The problem — Reproduce the records exactly, but not the pictures.

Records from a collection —
•••••
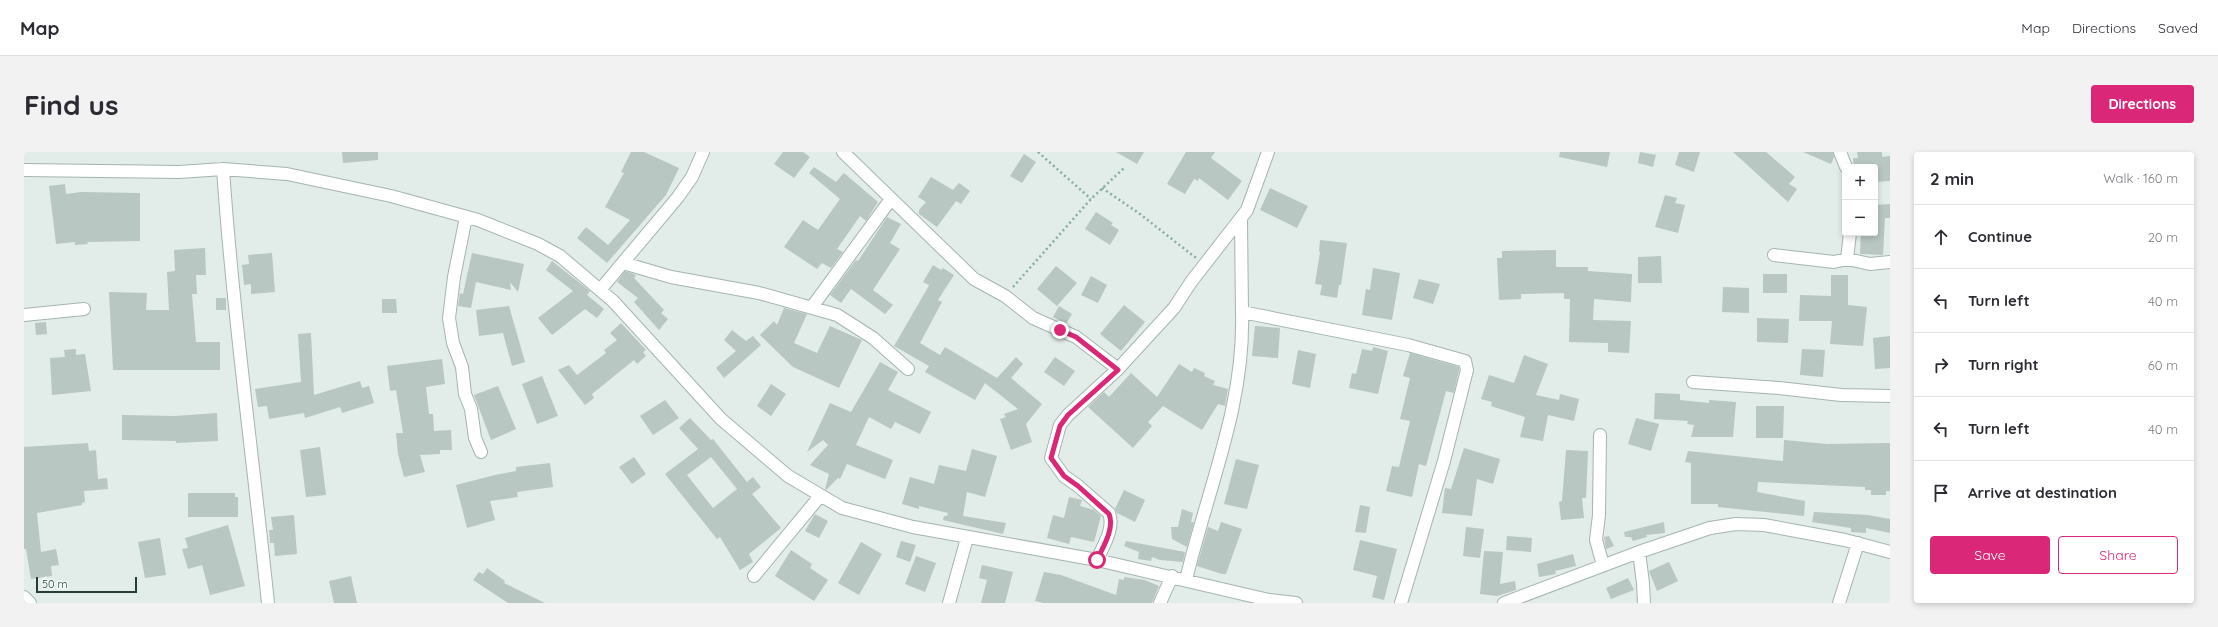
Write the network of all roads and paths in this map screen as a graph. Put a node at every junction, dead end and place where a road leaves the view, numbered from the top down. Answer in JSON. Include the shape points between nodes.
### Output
{"nodes":[{"id":1,"x":702,"y":152,"type":"edge"},
{"id":2,"x":843,"y":152,"type":"edge"},
{"id":3,"x":1038,"y":152,"type":"edge"},
{"id":4,"x":1268,"y":152,"type":"edge"},
{"id":5,"x":1840,"y":152,"type":"edge"},
{"id":6,"x":1845,"y":164,"type":"edge"},
{"id":7,"x":1124,"y":168,"type":"dead end"},
{"id":8,"x":223,"y":169,"type":"junction"},
{"id":9,"x":24,"y":170,"type":"edge"},
{"id":10,"x":1102,"y":188,"type":"junction"},
{"id":11,"x":890,"y":199,"type":"junction"},
{"id":12,"x":1091,"y":199,"type":"junction"},
{"id":13,"x":466,"y":217,"type":"junction"},
{"id":14,"x":1241,"y":219,"type":"junction"},
{"id":15,"x":1850,"y":236,"type":"edge"},
{"id":16,"x":1774,"y":255,"type":"dead end"},
{"id":17,"x":1847,"y":259,"type":"junction"},
{"id":18,"x":1890,"y":262,"type":"edge"},
{"id":19,"x":623,"y":263,"type":"junction"},
{"id":20,"x":1204,"y":265,"type":"junction"},
{"id":21,"x":600,"y":290,"type":"junction"},
{"id":22,"x":1005,"y":296,"type":"junction"},
{"id":23,"x":812,"y":307,"type":"junction"},
{"id":24,"x":84,"y":309,"type":"dead end"},
{"id":25,"x":1242,"y":312,"type":"junction"},
{"id":26,"x":24,"y":315,"type":"edge"},
{"id":27,"x":908,"y":369,"type":"dead end"},
{"id":28,"x":1118,"y":370,"type":"junction"},
{"id":29,"x":1693,"y":382,"type":"dead end"},
{"id":30,"x":1890,"y":396,"type":"edge"},
{"id":31,"x":1600,"y":435,"type":"dead end"},
{"id":32,"x":481,"y":452,"type":"dead end"},
{"id":33,"x":820,"y":496,"type":"junction"},
{"id":34,"x":967,"y":538,"type":"junction"},
{"id":35,"x":1858,"y":543,"type":"junction"},
{"id":36,"x":1639,"y":552,"type":"junction"},
{"id":37,"x":1890,"y":552,"type":"edge"},
{"id":38,"x":1097,"y":560,"type":"junction"},
{"id":39,"x":1603,"y":565,"type":"junction"},
{"id":40,"x":754,"y":576,"type":"dead end"},
{"id":41,"x":1172,"y":576,"type":"junction"},
{"id":42,"x":1186,"y":580,"type":"junction"},
{"id":43,"x":24,"y":597,"type":"edge"},
{"id":44,"x":1269,"y":602,"type":"edge"},
{"id":45,"x":30,"y":603,"type":"edge"},
{"id":46,"x":268,"y":603,"type":"edge"},
{"id":47,"x":948,"y":603,"type":"edge"},
{"id":48,"x":1160,"y":603,"type":"edge"},
{"id":49,"x":1296,"y":603,"type":"edge"},
{"id":50,"x":1401,"y":603,"type":"edge"},
{"id":51,"x":1504,"y":603,"type":"edge"},
{"id":52,"x":1644,"y":603,"type":"edge"},
{"id":53,"x":1839,"y":603,"type":"edge"}],
"edges":[{"from":1,"to":19,"type":"street","via":[[692,177],[678,197]]},
{"from":2,"to":11,"type":"street"},
{"from":3,"to":12,"type":"path"},
{"from":4,"to":14,"type":"street","via":[[1247,210]]},
{"from":5,"to":6,"type":"street"},
{"from":7,"to":10,"type":"path"},
{"from":8,"to":9,"type":"street","via":[[178,172]]},
{"from":8,"to":13,"type":"street","via":[[287,174],[391,196]]},
{"from":8,"to":46,"type":"street","via":[[240,357]]},
{"from":10,"to":12,"type":"path"},
{"from":10,"to":20,"type":"path","via":[[1140,214]]},
{"from":11,"to":22,"type":"street","via":[[974,279]]},
{"from":11,"to":23,"type":"street"},
{"from":12,"to":22,"type":"path"},
{"from":13,"to":21,"type":"street","via":[[538,244],[560,256]]},
{"from":13,"to":32,"type":"street","via":[[449,318],[453,343],[462,367],[475,438]]},
{"from":14,"to":20,"type":"street"},
{"from":14,"to":25,"type":"street"},
{"from":15,"to":17,"type":"street"},
{"from":16,"to":17,"type":"street","via":[[1834,262]]},
{"from":17,"to":18,"type":"street","via":[[1870,264]]},
{"from":19,"to":21,"type":"street"},
{"from":19,"to":23,"type":"street","via":[[671,277],[759,293]]},
{"from":20,"to":28,"type":"street","via":[[1174,308]]},
{"from":21,"to":33,"type":"street","via":[[722,419],[788,476]]},
{"from":22,"to":28,"type":"street","via":[[1034,318],[1076,337]]},
{"from":23,"to":27,"type":"street","via":[[837,315],[873,338]]},
{"from":24,"to":26,"type":"street"},
{"from":25,"to":42,"type":"street","via":[[1243,332],[1237,392],[1219,468],[1193,548]]},
{"from":25,"to":50,"type":"street","via":[[1408,345],[1464,362],[1467,370],[1444,461]]},
{"from":28,"to":38,"type":"street","via":[[1068,415],[1060,426],[1051,458],[1064,476],[1111,518],[1111,527]]},
{"from":29,"to":30,"type":"street","via":[[1841,395]]},
{"from":31,"to":39,"type":"street","via":[[1599,515],[1596,540]]},
{"from":33,"to":34,"type":"street","via":[[842,508]]},
{"from":33,"to":40,"type":"street"},
{"from":34,"to":38,"type":"street"},
{"from":34,"to":47,"type":"street"},
{"from":35,"to":36,"type":"street","via":[[1764,525],[1736,524],[1710,528]]},
{"from":35,"to":37,"type":"street"},
{"from":35,"to":53,"type":"street"},
{"from":36,"to":39,"type":"street"},
{"from":36,"to":52,"type":"street"},
{"from":38,"to":41,"type":"street"},
{"from":39,"to":51,"type":"street"},
{"from":41,"to":42,"type":"street"},
{"from":41,"to":48,"type":"street"},
{"from":42,"to":44,"type":"street"},
{"from":43,"to":45,"type":"street"},
{"from":44,"to":49,"type":"street"}]}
•••••
Output below —
Write the network of all roads and paths in this map screen as a graph. Put a node at every junction, dead end and place where a road leaves the view, numbered from the top down. Answer in JSON. Include the shape points between nodes.
### Output
{"nodes":[{"id":1,"x":702,"y":152,"type":"edge"},
{"id":2,"x":843,"y":152,"type":"edge"},
{"id":3,"x":1038,"y":152,"type":"edge"},
{"id":4,"x":1268,"y":152,"type":"edge"},
{"id":5,"x":1840,"y":152,"type":"edge"},
{"id":6,"x":1845,"y":164,"type":"edge"},
{"id":7,"x":1124,"y":168,"type":"dead end"},
{"id":8,"x":223,"y":169,"type":"junction"},
{"id":9,"x":24,"y":170,"type":"edge"},
{"id":10,"x":1102,"y":188,"type":"junction"},
{"id":11,"x":890,"y":199,"type":"junction"},
{"id":12,"x":1091,"y":199,"type":"junction"},
{"id":13,"x":466,"y":217,"type":"junction"},
{"id":14,"x":1241,"y":219,"type":"junction"},
{"id":15,"x":1850,"y":236,"type":"edge"},
{"id":16,"x":1774,"y":255,"type":"dead end"},
{"id":17,"x":1847,"y":259,"type":"junction"},
{"id":18,"x":1890,"y":262,"type":"edge"},
{"id":19,"x":623,"y":263,"type":"junction"},
{"id":20,"x":1204,"y":265,"type":"junction"},
{"id":21,"x":600,"y":290,"type":"junction"},
{"id":22,"x":1005,"y":296,"type":"junction"},
{"id":23,"x":812,"y":307,"type":"junction"},
{"id":24,"x":84,"y":309,"type":"dead end"},
{"id":25,"x":1242,"y":312,"type":"junction"},
{"id":26,"x":24,"y":315,"type":"edge"},
{"id":27,"x":908,"y":369,"type":"dead end"},
{"id":28,"x":1118,"y":370,"type":"junction"},
{"id":29,"x":1693,"y":382,"type":"dead end"},
{"id":30,"x":1890,"y":396,"type":"edge"},
{"id":31,"x":1600,"y":435,"type":"dead end"},
{"id":32,"x":481,"y":452,"type":"dead end"},
{"id":33,"x":820,"y":496,"type":"junction"},
{"id":34,"x":967,"y":538,"type":"junction"},
{"id":35,"x":1858,"y":543,"type":"junction"},
{"id":36,"x":1639,"y":552,"type":"junction"},
{"id":37,"x":1890,"y":552,"type":"edge"},
{"id":38,"x":1097,"y":560,"type":"junction"},
{"id":39,"x":1603,"y":565,"type":"junction"},
{"id":40,"x":754,"y":576,"type":"dead end"},
{"id":41,"x":1172,"y":576,"type":"junction"},
{"id":42,"x":1186,"y":580,"type":"junction"},
{"id":43,"x":24,"y":597,"type":"edge"},
{"id":44,"x":1269,"y":602,"type":"edge"},
{"id":45,"x":30,"y":603,"type":"edge"},
{"id":46,"x":268,"y":603,"type":"edge"},
{"id":47,"x":948,"y":603,"type":"edge"},
{"id":48,"x":1160,"y":603,"type":"edge"},
{"id":49,"x":1296,"y":603,"type":"edge"},
{"id":50,"x":1401,"y":603,"type":"edge"},
{"id":51,"x":1504,"y":603,"type":"edge"},
{"id":52,"x":1644,"y":603,"type":"edge"},
{"id":53,"x":1839,"y":603,"type":"edge"}],
"edges":[{"from":1,"to":19,"type":"street","via":[[692,177],[678,197]]},
{"from":2,"to":11,"type":"street"},
{"from":3,"to":12,"type":"path"},
{"from":4,"to":14,"type":"street","via":[[1247,210]]},
{"from":5,"to":6,"type":"street"},
{"from":7,"to":10,"type":"path"},
{"from":8,"to":9,"type":"street","via":[[178,172]]},
{"from":8,"to":13,"type":"street","via":[[287,174],[391,196]]},
{"from":8,"to":46,"type":"street","via":[[240,357]]},
{"from":10,"to":12,"type":"path"},
{"from":10,"to":20,"type":"path","via":[[1140,214]]},
{"from":11,"to":22,"type":"street","via":[[974,279]]},
{"from":11,"to":23,"type":"street"},
{"from":12,"to":22,"type":"path"},
{"from":13,"to":21,"type":"street","via":[[538,244],[560,256]]},
{"from":13,"to":32,"type":"street","via":[[449,318],[453,343],[462,367],[475,438]]},
{"from":14,"to":20,"type":"street"},
{"from":14,"to":25,"type":"street"},
{"from":15,"to":17,"type":"street"},
{"from":16,"to":17,"type":"street","via":[[1834,262]]},
{"from":17,"to":18,"type":"street","via":[[1870,264]]},
{"from":19,"to":21,"type":"street"},
{"from":19,"to":23,"type":"street","via":[[671,277],[759,293]]},
{"from":20,"to":28,"type":"street","via":[[1174,308]]},
{"from":21,"to":33,"type":"street","via":[[722,419],[788,476]]},
{"from":22,"to":28,"type":"street","via":[[1034,318],[1076,337]]},
{"from":23,"to":27,"type":"street","via":[[837,315],[873,338]]},
{"from":24,"to":26,"type":"street"},
{"from":25,"to":42,"type":"street","via":[[1243,332],[1237,392],[1219,468],[1193,548]]},
{"from":25,"to":50,"type":"street","via":[[1408,345],[1464,362],[1467,370],[1444,461]]},
{"from":28,"to":38,"type":"street","via":[[1068,415],[1060,426],[1051,458],[1064,476],[1111,518],[1111,527]]},
{"from":29,"to":30,"type":"street","via":[[1841,395]]},
{"from":31,"to":39,"type":"street","via":[[1599,515],[1596,540]]},
{"from":33,"to":34,"type":"street","via":[[842,508]]},
{"from":33,"to":40,"type":"street"},
{"from":34,"to":38,"type":"street"},
{"from":34,"to":47,"type":"street"},
{"from":35,"to":36,"type":"street","via":[[1764,525],[1736,524],[1710,528]]},
{"from":35,"to":37,"type":"street"},
{"from":35,"to":53,"type":"street"},
{"from":36,"to":39,"type":"street"},
{"from":36,"to":52,"type":"street"},
{"from":38,"to":41,"type":"street"},
{"from":39,"to":51,"type":"street"},
{"from":41,"to":42,"type":"street"},
{"from":41,"to":48,"type":"street"},
{"from":42,"to":44,"type":"street"},
{"from":43,"to":45,"type":"street"},
{"from":44,"to":49,"type":"street"}]}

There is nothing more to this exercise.